Guaranteed to get you into the Christmas Spirit - in many more ways than one!
★★★★★ “This is acting in the grand manner bearing the very soul of the man who represents the worst and very best of the meaning of Christmas. A theatrical tour de force!” Bristol Post
★★★★★ “Ghostly classic given new life! Forget the Muppets, forget all the corny, over sentimentalised movies, this is Dickens in the flesh, the real stuff!” Bath Echo
★★★★★ "Just when you thought you'd seen enough Christmas Carols to guide you to your grave, along comes one of the best yet!" BBC Radio
★★★★★ "Masterson's production is a celebration of the hope for human kind. A Christmas Carol for our time." Public Review
Sunday 3, Monday 11 & Monday 18 December
2pm & 7pm
£29.50 / £14 children
Family tickets 2 adults & 2 children £75
A booking fee of £2.50 per ticket applies
GUY MASTERSON - Performer
After obtaining a Joint Honours degree in Biochemistry and Chemistry from Cardiff University in 1982, Guy studied drama at UCLA's School of Drama and started as an actor in 1985 in Hollywood. He returned to the UK in 1989 to study further at LAMDA. He is an multi-award winning actor, playwright, director, producer, international presenter, dramaturge and renowned acting and executive coach.

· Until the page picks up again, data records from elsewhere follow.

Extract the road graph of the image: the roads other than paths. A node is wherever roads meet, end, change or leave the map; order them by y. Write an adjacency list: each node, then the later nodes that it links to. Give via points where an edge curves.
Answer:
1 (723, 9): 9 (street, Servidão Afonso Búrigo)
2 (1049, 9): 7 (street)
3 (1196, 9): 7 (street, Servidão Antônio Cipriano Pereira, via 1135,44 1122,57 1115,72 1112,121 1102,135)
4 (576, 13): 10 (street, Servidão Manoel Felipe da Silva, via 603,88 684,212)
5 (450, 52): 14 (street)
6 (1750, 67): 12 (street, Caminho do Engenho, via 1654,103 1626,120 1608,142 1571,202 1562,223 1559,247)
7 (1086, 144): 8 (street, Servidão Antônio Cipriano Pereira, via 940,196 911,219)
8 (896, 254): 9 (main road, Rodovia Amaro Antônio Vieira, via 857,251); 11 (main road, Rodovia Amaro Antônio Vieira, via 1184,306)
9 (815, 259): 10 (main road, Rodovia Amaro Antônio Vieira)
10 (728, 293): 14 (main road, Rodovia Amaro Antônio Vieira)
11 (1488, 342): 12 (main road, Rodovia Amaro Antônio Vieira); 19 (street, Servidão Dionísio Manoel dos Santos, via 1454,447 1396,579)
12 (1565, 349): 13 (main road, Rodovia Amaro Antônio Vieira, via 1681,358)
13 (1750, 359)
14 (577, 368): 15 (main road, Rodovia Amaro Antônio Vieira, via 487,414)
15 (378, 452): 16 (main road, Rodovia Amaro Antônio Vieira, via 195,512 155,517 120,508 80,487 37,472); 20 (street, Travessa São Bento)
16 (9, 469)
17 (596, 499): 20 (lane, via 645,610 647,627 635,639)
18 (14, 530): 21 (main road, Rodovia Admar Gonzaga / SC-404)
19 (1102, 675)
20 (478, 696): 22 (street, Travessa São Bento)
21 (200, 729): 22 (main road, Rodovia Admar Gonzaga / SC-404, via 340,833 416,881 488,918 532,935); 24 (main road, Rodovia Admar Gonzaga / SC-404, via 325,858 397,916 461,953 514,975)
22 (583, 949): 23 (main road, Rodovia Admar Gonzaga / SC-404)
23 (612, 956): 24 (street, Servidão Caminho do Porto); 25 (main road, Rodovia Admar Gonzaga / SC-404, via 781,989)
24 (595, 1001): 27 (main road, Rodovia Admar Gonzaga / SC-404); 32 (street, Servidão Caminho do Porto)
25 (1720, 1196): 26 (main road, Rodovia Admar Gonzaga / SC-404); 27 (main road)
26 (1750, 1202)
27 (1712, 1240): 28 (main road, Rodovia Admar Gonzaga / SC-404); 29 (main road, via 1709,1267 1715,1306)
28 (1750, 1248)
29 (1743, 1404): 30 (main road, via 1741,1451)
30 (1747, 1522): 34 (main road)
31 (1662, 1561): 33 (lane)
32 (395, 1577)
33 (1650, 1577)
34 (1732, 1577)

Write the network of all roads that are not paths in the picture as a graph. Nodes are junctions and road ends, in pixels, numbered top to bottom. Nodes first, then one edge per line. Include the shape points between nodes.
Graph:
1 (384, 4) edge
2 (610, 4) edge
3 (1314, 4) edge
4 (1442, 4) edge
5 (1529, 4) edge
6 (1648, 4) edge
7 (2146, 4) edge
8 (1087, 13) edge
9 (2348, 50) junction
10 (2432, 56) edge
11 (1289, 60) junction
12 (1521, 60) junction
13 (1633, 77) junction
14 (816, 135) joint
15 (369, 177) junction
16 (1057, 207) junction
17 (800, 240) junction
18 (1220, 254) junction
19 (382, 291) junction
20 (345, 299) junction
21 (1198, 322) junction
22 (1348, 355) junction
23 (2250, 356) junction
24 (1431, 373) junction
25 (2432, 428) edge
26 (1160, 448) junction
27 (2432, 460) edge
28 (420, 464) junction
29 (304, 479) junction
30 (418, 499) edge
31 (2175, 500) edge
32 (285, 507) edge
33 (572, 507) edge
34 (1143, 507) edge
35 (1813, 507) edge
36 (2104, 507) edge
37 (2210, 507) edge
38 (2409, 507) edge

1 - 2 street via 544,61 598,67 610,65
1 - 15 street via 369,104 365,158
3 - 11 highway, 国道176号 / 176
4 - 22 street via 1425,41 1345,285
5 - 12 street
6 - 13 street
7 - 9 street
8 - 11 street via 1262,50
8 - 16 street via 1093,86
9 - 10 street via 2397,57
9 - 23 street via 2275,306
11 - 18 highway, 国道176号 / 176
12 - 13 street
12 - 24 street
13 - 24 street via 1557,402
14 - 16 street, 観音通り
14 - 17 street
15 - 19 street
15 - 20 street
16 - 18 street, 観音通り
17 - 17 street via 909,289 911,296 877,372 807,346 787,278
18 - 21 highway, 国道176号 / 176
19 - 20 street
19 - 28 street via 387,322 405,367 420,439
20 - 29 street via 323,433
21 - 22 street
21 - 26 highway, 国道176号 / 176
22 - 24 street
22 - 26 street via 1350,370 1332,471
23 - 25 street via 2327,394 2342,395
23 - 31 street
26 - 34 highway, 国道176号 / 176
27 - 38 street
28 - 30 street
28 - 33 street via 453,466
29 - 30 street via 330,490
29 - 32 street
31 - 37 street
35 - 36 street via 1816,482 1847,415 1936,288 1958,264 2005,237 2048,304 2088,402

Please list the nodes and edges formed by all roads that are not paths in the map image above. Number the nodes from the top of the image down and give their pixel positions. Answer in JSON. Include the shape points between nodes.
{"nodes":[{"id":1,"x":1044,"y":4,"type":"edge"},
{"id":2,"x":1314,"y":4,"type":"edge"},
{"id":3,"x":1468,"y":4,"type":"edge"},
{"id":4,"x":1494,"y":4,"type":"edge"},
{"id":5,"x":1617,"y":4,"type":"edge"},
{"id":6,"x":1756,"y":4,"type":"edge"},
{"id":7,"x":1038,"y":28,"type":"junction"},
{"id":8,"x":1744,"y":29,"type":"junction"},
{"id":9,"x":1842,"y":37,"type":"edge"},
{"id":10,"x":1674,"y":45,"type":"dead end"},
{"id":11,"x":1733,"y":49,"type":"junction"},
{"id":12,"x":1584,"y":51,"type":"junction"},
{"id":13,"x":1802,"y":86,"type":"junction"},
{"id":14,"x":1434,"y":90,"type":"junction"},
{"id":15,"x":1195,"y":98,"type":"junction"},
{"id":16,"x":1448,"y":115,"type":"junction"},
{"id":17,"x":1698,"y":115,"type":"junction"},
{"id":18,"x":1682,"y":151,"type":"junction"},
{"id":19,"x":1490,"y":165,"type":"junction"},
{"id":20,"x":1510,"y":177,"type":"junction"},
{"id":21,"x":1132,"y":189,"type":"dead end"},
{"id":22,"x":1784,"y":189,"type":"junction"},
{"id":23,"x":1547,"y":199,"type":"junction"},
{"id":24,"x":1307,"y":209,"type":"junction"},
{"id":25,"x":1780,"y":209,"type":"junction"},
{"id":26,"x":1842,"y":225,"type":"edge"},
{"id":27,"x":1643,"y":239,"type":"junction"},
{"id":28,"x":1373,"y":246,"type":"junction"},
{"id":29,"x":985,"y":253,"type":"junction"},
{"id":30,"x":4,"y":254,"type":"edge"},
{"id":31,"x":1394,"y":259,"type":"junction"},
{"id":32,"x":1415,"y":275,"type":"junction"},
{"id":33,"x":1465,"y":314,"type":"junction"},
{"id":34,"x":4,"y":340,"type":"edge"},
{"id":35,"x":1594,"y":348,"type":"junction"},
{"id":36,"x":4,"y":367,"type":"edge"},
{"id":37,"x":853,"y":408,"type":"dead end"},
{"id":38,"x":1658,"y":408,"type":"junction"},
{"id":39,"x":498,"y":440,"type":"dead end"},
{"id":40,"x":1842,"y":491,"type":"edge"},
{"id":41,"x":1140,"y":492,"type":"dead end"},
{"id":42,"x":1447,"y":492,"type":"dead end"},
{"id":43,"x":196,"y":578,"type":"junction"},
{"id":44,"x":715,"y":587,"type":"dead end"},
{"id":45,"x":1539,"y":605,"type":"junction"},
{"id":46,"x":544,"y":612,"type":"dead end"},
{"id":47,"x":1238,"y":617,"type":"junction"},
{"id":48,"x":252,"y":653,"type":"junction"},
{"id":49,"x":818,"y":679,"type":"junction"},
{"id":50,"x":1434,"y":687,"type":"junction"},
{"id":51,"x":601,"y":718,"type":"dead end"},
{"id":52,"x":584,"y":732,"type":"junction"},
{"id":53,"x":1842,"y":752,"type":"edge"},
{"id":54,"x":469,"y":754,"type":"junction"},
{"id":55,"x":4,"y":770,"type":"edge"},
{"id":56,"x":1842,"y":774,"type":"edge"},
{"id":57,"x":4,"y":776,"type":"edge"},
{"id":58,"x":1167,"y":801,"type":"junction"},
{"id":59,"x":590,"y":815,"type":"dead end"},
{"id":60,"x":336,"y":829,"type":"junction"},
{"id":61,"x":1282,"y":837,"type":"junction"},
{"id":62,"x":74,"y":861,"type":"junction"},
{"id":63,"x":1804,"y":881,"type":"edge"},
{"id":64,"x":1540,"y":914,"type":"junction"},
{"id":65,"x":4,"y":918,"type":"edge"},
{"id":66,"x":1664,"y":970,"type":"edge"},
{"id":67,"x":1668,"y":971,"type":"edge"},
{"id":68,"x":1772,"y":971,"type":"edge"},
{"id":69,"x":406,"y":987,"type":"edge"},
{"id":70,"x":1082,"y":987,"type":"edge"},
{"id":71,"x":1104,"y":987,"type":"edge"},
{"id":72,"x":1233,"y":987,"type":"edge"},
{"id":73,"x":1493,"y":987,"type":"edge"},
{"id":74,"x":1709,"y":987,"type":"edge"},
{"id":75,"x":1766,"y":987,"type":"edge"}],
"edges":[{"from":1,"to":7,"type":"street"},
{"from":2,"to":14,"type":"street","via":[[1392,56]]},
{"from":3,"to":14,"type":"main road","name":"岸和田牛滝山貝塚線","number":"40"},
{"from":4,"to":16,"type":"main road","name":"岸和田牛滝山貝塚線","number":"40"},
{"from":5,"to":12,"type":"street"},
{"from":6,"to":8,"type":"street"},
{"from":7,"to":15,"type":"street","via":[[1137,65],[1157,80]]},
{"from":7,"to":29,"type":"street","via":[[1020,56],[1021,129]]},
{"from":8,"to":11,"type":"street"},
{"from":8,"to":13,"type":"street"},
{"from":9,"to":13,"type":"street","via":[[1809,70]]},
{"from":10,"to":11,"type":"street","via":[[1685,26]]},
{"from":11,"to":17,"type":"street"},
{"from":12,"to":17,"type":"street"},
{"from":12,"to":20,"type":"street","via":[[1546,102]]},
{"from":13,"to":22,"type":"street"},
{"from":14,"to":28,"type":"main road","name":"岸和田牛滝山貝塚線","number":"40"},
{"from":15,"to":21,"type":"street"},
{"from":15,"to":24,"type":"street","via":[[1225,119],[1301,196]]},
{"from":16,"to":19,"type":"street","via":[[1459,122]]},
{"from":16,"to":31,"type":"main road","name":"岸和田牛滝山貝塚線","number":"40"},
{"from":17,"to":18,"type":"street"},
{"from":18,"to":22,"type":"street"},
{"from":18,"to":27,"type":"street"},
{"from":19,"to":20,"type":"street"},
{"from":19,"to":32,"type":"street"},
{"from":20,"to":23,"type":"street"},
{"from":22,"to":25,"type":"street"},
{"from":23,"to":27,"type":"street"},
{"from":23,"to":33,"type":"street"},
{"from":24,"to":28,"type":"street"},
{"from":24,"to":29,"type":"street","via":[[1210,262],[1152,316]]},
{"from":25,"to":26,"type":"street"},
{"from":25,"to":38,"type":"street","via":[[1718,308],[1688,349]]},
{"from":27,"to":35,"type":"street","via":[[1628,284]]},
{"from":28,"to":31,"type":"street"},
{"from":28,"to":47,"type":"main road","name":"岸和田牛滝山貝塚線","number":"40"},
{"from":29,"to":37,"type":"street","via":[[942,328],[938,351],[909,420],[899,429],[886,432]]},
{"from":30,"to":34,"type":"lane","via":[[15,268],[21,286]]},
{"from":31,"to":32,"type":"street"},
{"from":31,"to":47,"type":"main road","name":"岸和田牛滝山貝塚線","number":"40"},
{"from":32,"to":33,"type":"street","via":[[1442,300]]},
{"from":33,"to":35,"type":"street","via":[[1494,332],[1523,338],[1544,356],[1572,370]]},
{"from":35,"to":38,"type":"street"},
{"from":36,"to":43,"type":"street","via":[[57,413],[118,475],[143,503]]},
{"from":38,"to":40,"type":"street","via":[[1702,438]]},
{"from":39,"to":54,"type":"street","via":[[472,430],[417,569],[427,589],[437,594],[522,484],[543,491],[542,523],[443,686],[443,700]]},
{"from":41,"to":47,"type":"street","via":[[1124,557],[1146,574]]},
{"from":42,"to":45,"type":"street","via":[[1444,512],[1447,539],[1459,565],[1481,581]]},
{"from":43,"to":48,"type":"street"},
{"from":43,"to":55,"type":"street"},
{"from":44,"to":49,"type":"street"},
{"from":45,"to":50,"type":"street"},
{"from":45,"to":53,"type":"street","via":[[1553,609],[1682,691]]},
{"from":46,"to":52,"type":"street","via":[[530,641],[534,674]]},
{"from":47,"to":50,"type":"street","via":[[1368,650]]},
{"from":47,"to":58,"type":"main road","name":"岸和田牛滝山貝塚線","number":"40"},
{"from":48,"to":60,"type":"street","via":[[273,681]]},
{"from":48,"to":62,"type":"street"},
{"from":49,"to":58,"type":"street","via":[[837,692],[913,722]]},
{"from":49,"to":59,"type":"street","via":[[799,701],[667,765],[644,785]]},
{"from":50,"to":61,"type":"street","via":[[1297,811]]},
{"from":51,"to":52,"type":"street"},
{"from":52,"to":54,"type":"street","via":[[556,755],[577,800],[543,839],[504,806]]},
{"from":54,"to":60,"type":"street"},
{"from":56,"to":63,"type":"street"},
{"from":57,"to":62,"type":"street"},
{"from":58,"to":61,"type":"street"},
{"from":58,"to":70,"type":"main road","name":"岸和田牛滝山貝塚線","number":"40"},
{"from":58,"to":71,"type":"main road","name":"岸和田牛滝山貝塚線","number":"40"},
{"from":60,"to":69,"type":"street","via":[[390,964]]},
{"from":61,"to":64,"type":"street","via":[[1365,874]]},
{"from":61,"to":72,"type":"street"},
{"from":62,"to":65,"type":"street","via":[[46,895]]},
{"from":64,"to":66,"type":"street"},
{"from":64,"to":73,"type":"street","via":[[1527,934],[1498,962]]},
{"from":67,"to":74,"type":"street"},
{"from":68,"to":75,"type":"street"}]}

Following a conventional start in plays, film and television, Guy began solo performing in 1991 with The Boy's Own Story and thence Under Milk Wood in 1994 and Animal Farm in 1995. He first produced/directed in 1993 with Playing Burton and participated at the Edinburgh Fringe for the first time in 1994. Over the following 28 seasons he was creatively associated with many of Edinburgh's most celebrated hits, and his company, Theatre Tours International Ltd, became EdFringe's most awarded independent theatre presenter - garnering 8 Scotsman Fringe Firsts, 3 Herald Angels, 25 Stage Award nominations (including 4 wins) together with numerous lesser awards.
Guy also directed Edinburgh's two biggest grossing dramatic hits: 12 Angry Men - famously starring a cast of well known comedians including Bill Bailey, Dave Johns and Phil Nichol, which then toured Australia and New Zealand - and The Odd Couple (2005) starring Bill Bailey and Alan Davies. He also originated One Flew Over The Cuckoo's Nest (2004) starring Christian Slater and Mackenzie Crook which transferred to the Gielgud Theatre in London's West End, later to The Garrick and on a national Number One tour. His 2009 production of Morecambe transferred to The Duchess Theatre in the West End and won the Laurence Olivier Award for Best Entertainment plus another nomination for the actor playing Eric.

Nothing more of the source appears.